> _INSTRUCTIONS TO FOLLOW_
Search the listing for the string "highway" and copy every line that contains it.
Start of INPUT RECORDS
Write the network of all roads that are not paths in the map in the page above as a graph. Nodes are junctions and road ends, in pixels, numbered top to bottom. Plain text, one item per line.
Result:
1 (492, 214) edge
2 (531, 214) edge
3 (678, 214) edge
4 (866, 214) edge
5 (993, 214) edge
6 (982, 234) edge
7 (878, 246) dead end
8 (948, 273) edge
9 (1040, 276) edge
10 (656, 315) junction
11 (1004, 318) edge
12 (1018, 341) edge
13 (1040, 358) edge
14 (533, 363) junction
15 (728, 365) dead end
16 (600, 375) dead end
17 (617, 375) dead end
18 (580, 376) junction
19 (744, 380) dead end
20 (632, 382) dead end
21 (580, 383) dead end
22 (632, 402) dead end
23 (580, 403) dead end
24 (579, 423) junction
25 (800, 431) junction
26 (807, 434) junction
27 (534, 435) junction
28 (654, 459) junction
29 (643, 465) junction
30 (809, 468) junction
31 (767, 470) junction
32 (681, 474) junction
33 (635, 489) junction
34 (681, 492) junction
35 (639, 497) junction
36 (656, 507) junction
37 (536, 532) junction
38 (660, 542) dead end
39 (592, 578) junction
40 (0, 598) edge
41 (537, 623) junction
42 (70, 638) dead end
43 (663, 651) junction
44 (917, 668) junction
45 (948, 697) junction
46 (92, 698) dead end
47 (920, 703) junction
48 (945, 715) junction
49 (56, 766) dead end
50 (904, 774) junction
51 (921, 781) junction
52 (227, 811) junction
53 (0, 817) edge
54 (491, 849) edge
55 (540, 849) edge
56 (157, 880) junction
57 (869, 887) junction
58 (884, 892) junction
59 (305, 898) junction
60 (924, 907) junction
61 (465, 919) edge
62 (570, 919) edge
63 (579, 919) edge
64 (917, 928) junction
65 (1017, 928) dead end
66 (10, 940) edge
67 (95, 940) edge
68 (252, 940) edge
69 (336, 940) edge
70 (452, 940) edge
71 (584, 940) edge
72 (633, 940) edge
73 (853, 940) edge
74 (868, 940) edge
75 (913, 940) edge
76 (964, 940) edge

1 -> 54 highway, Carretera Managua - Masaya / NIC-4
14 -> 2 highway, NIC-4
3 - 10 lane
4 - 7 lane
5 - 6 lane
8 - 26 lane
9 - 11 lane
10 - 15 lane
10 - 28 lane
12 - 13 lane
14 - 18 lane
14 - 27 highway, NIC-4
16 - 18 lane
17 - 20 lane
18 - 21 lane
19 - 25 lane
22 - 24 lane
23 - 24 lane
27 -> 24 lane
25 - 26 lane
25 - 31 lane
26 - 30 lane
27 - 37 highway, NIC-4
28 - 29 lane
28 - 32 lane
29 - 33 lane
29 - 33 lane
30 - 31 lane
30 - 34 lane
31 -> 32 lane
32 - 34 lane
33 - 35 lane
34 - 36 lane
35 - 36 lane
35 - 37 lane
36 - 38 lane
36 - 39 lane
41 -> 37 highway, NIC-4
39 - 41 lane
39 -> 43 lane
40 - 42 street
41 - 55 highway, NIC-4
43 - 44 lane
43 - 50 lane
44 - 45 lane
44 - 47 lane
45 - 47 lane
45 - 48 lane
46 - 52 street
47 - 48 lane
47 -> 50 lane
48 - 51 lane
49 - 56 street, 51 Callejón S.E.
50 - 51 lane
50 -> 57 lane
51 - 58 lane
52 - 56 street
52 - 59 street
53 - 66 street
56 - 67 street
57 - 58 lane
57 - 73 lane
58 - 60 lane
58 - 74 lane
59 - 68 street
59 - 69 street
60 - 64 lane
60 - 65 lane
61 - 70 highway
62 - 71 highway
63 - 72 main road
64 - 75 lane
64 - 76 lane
End of INPUT RECORDS
> _YOUR SOLUTION_
1 -> 54 highway, Carretera Managua - Masaya / NIC-4
14 -> 2 highway, NIC-4
14 - 27 highway, NIC-4
27 - 37 highway, NIC-4
41 -> 37 highway, NIC-4
41 - 55 highway, NIC-4
61 - 70 highway
62 - 71 highway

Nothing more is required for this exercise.